MLPD droht Nichtzulassung zur Wahl: Scheitert der „echte Sozialismus“ am Parteiengesetz?
Der MLPD droht, bei der Bundestagswahl nicht kandidieren zu dürfen. Das ist das Ergebnis einer Sondersitzung des Bundeswahlausschusses.
Hintergrund ist, dass das Parteiengesetz im Paragrafen 11 vorschreibt, dass der Vorstand einer Partei mindestens in jedem zweiten Kalenderjahr gewählt werden muss. Die MLPD hat für sich jedoch in ihrem Statut festgelegt, dass das nur für ihre Leitungen auf Orts-, Kreis- und Landesebene gilt. Bundesparteitage sollen satzungsgemäß hingegen nur alle vier Jahre stattfinden. Die letzte Wahl des Zentralkomitees fand 2021 statt.
Sieben der elf Mitglieder des Bundeswahlausschusses sahen darin einen Grund, der amtierenden MLPD-Führung abzusprechen, eine Beteiligungsanzeige für die Bundestagswahl einreichen zu können. Die ist jedoch eine Grundvoraussetzung, um eine Partei zur Wahl zuzulassen. Neben den zwei Richter*innen des Bundesverwaltungsgerichts stimmten die beiden CDUler sowie die Vertreter*innen von CSU, AfD und Grünen für die Ausschlussandrohung, während die zwei Abgesandten der SPD und der FDP-Vertreter dagegen stimmten. Bundeswahlleiterin Ruth Brand enthielt sich der Stimme.

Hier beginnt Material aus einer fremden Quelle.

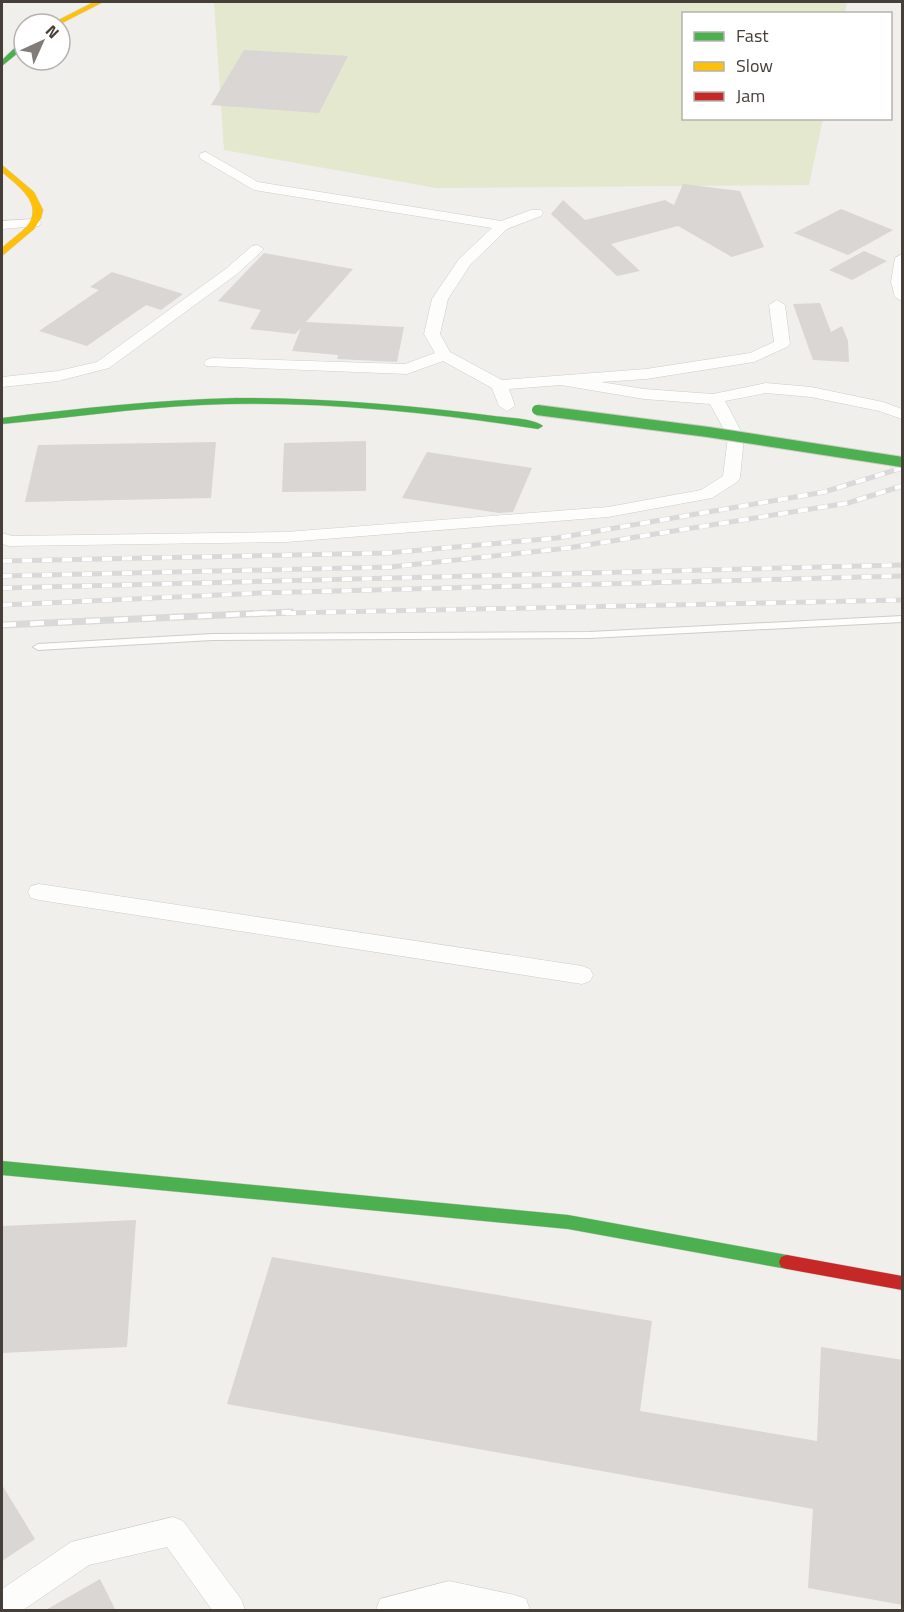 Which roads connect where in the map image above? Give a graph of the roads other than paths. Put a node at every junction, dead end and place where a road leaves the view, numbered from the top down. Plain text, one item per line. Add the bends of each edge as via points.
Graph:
1 (99, 2) edge
2 (72, 16) edge
3 (206, 156) dead end
4 (2, 168) edge
5 (536, 213) dead end
6 (34, 223) junction
7 (2, 225) edge
8 (502, 226) junction
9 (257, 249) dead end
10 (2, 253) edge
11 (903, 258) edge
12 (903, 297) edge
13 (777, 306) dead end
14 (444, 355) junction
15 (212, 363) dead end
16 (564, 381) junction
17 (2, 382) edge
18 (499, 385) junction
19 (268, 387) dead end
20 (324, 389) dead end
21 (346, 390) dead end
22 (67, 399) dead end
23 (716, 399) junction
24 (517, 407) joint
25 (903, 414) edge
26 (2, 421) edge
27 (544, 427) dead end
28 (715, 454) dead end
29 (750, 459) dead end
30 (903, 462) edge
31 (2, 538) edge
32 (903, 619) edge
33 (38, 647) dead end
34 (39, 892) dead end
35 (582, 975) dead end
36 (2, 1168) edge
37 (903, 1284) edge
38 (2, 1606) edge
39 (230, 1611) edge
40 (391, 1611) edge
41 (515, 1611) edge

1 - 2 main road
3 - 8 street via 254,186
4 - 6 main road via 38,199 40,211
5 - 8 street
6 - 7 street
6 - 10 main road
8 - 14 street via 464,262 440,299 432,334
9 - 17 street via 232,272 103,365 58,376
11 - 12 street via 898,282
13 - 16 street via 782,344 754,357 646,374
14 - 15 street via 407,369
14 - 18 street
16 - 18 street
16 - 23 street via 644,394
18 - 24 street
19 - 22 main road
20 - 21 main road
23 - 25 street via 766,388 811,392
23 - 31 street via 736,437 731,478 706,494 608,512 286,537 9,541
24 - 30 main road, bridge
26 - 27 main road via 146,405 288,402 415,409
28 - 29 main road
32 - 33 lane via 590,635 212,637
34 - 35 street
36 - 37 main road via 568,1222
38 - 39 street via 82,1552 173,1531
40 - 41 street via 449,1596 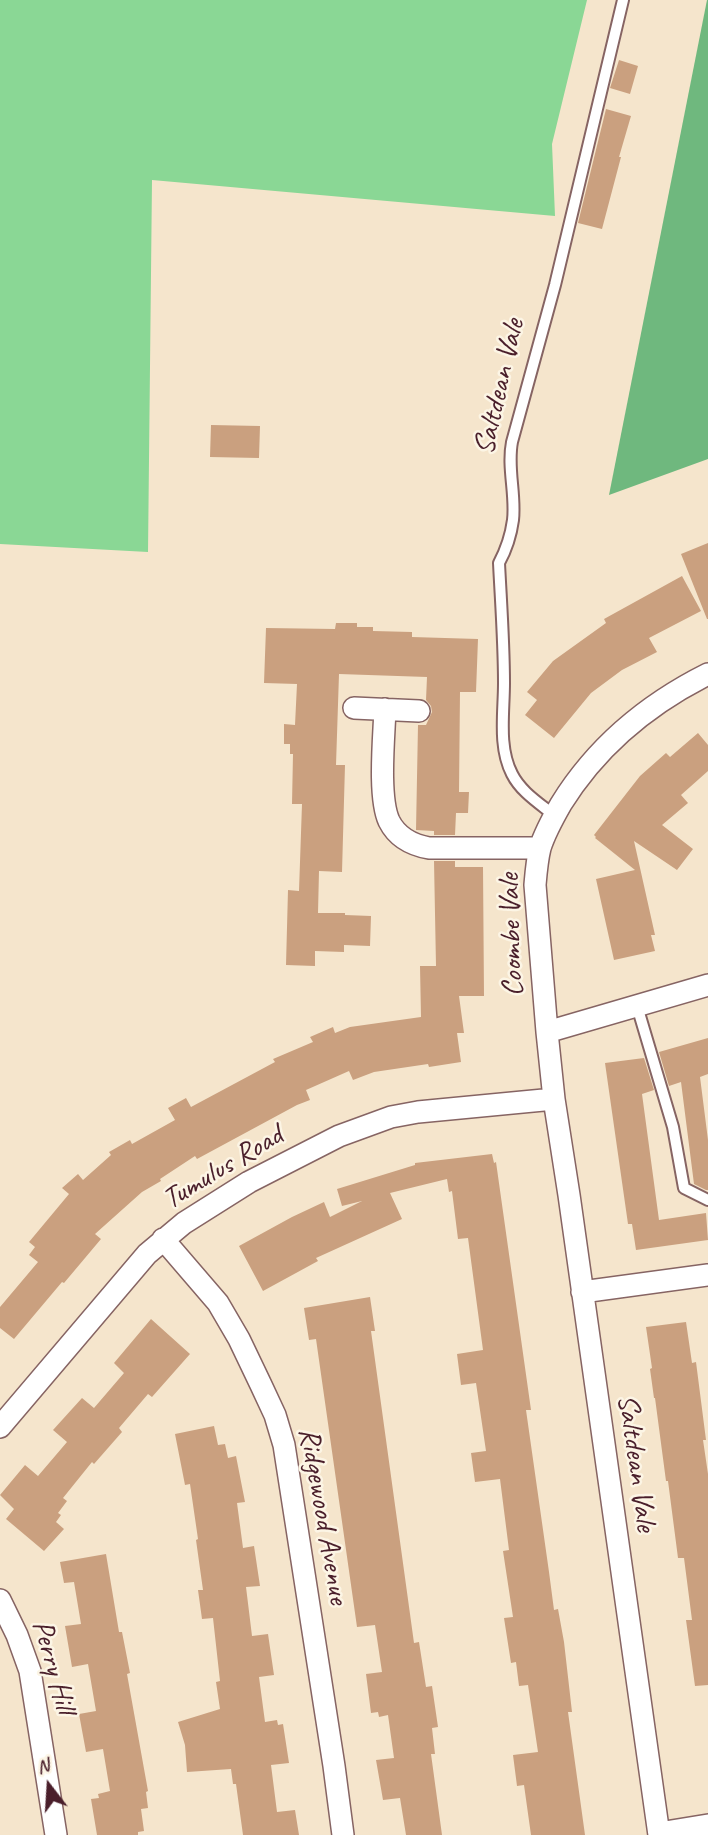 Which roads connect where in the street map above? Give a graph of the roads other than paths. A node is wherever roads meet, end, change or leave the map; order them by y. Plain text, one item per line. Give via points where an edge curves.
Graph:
1 (623, 0) edge
2 (708, 674) edge
3 (354, 708) dead end
4 (385, 709) junction
5 (419, 711) dead end
6 (555, 816) junction
7 (540, 848) junction
8 (708, 985) edge
9 (637, 1006) junction
10 (547, 1032) junction
11 (554, 1099) junction
12 (708, 1200) edge
13 (163, 1239) junction
14 (708, 1275) edge
15 (582, 1292) junction
16 (0, 1427) edge
17 (0, 1600) edge
18 (708, 1825) edge
19 (659, 1834) edge
20 (56, 1835) edge
21 (343, 1835) edge

1 - 6 lane, Saltdean Vale via 512,442 513,520 499,563 506,763 524,792
2 - 6 street, Coombe Vale via 661,700 621,732 579,779
3 - 4 street
4 - 5 street
4 - 7 street via 385,803 399,834 429,848
6 - 7 street, Coombe Vale
7 - 10 street, Coombe Vale via 535,885
8 - 9 street
9 - 10 street
9 - 12 lane via 673,1127 684,1188
10 - 11 street, Coombe Vale
11 - 13 street, Tumulus Road via 418,1112 364,1126 249,1182
11 - 15 street, Saltdean Vale
13 - 16 street, Tumulus Road
13 - 21 street, Ridgewood Avenue via 218,1303 275,1415 284,1445
14 - 15 street
15 - 19 street, Saltdean Vale
17 - 20 street, Perry Hill via 30,1671
18 - 19 street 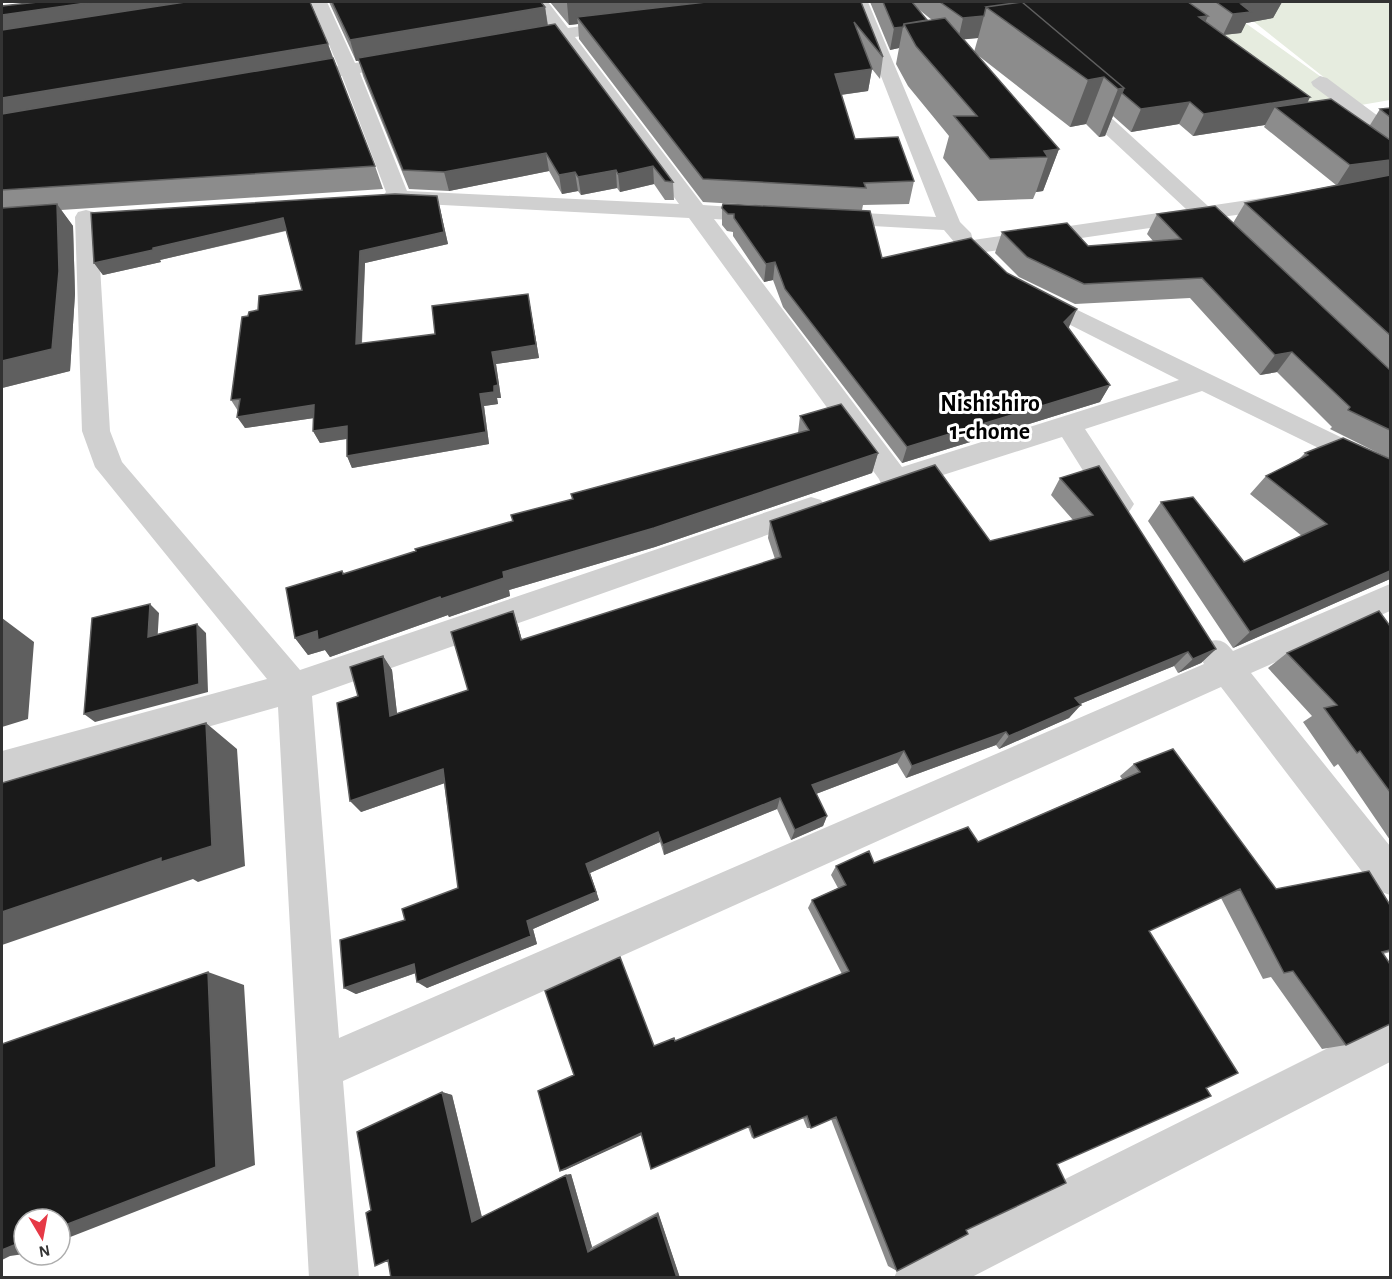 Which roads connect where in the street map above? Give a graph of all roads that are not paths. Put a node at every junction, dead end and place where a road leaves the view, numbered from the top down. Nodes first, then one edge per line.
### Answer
1 (319, 2) edge
2 (540, 2) edge
3 (860, 2) edge
4 (645, 22) edge
5 (562, 33) junction
6 (503, 43) edge
7 (420, 57) edge
8 (349, 70) junction
9 (1058, 78) edge
10 (280, 82) edge
11 (1320, 82) dead end
12 (1390, 134) edge
13 (399, 197) junction
14 (376, 198) edge
15 (1310, 198) edge
16 (695, 212) junction
17 (1206, 213) junction
18 (788, 216) edge
19 (87, 217) dead end
20 (811, 218) edge
21 (950, 224) junction
22 (972, 247) junction
23 (1251, 258) edge
24 (1205, 381) junction
25 (1068, 424) junction
26 (1390, 473) edge
27 (895, 479) junction
28 (1138, 532) edge
29 (1390, 597) edge
30 (1201, 631) edge
31 (1226, 670) junction
32 (294, 687) junction
33 (2, 768) edge
34 (1390, 876) edge
35 (1390, 1039) edge
36 (320, 1069) junction
37 (334, 1278) edge
38 (918, 1278) edge

1 - 8 street
2 - 5 street
3 - 21 street
4 - 5 street
5 - 6 street
5 - 16 street
7 - 8 street
8 - 10 street
8 - 13 street
9 - 17 street
11 - 12 street
13 - 14 street
13 - 16 street
15 - 17 street
16 - 18 street
16 - 27 street
17 - 22 street
17 - 23 street
19 - 32 street
20 - 21 street
21 - 22 street
22 - 24 street
24 - 25 street
24 - 26 street
25 - 27 street
25 - 28 street
27 - 32 street
29 - 31 street
30 - 31 street
31 - 34 street
31 - 36 street
32 - 33 street
32 - 36 street
35 - 38 street
36 - 37 street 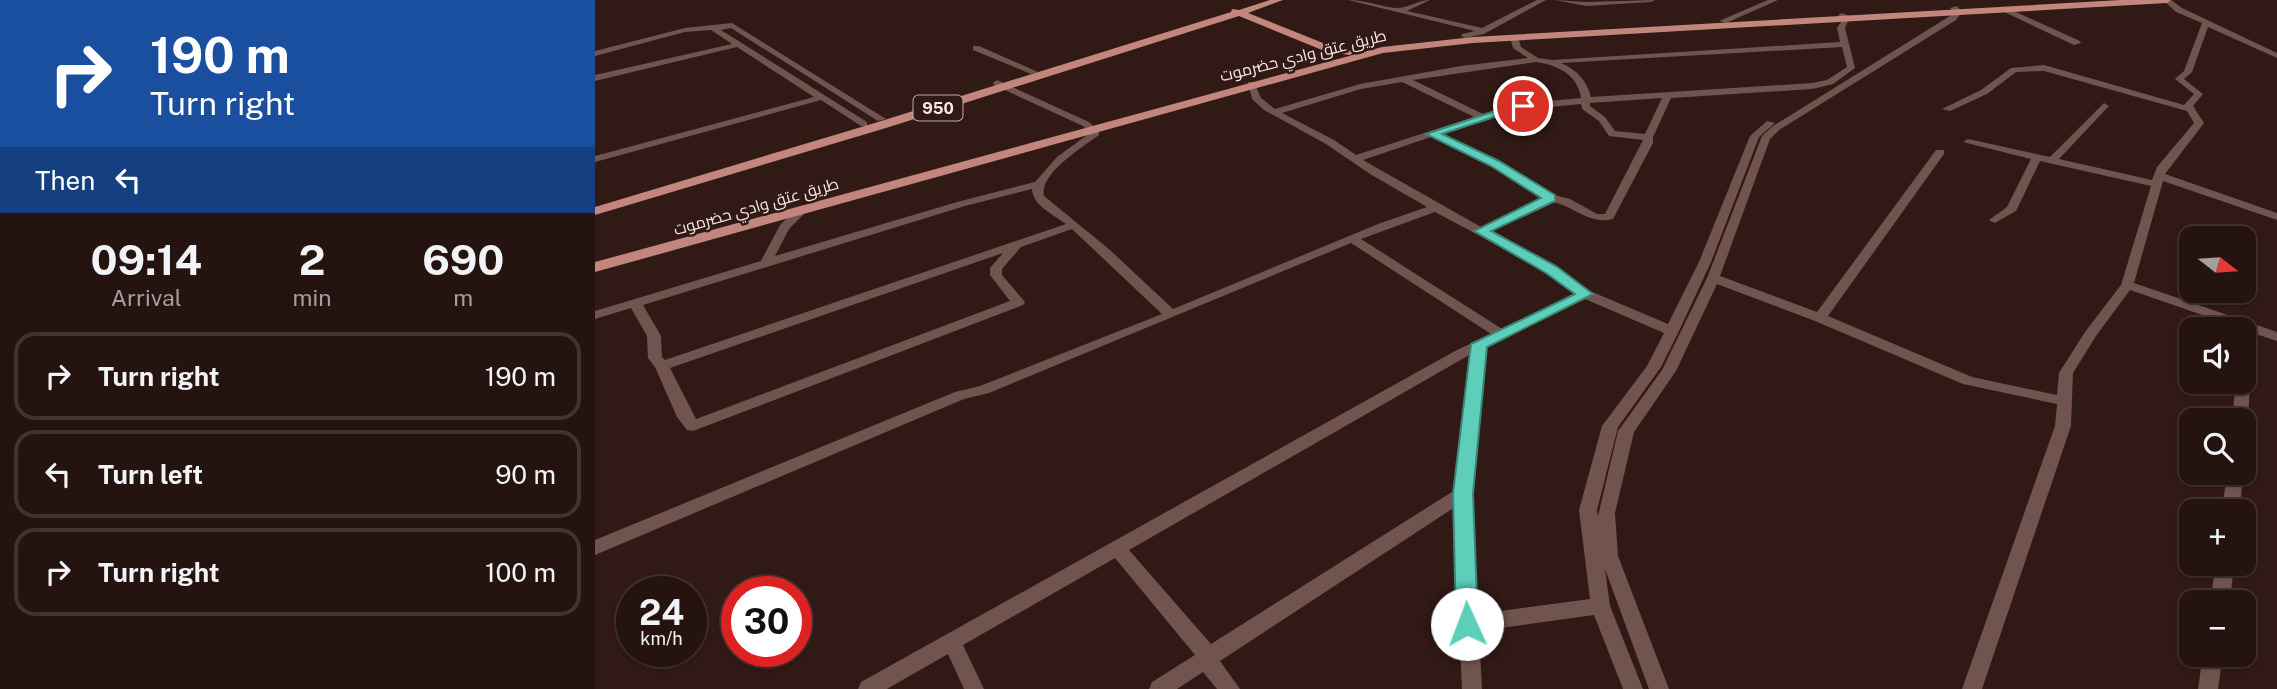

Zuvor hatte sich der Bundeswahlausschuss knapp eineinhalb Stunden die Begründung der MLPD angehört, warum sie es für richtig und notwendig hält, das Parteiengesetz in Bezug auf ihren Bundesparteitagsrhythmus zu ignorieren – und warum das aus ihrer Sicht kein Grund darstellt, nicht zur Wahl zugelassen zu werden. „Wir machen extra diese Parteitage nur alle vier Jahre, weil bei uns dauert eine Parteitagsvorbereitung ein Jahr“, argumentierte Zentralkomitee-Mitglied Peter Weispfennig in der Sitzung. Die MLPD wolle, dass ein solcher Parteitag „gründlich, demokratisch und durch alle Mitglieder vorbereitet“ werden könne – während andere Parteien ja nur „Showveranstaltungen“ durchführten.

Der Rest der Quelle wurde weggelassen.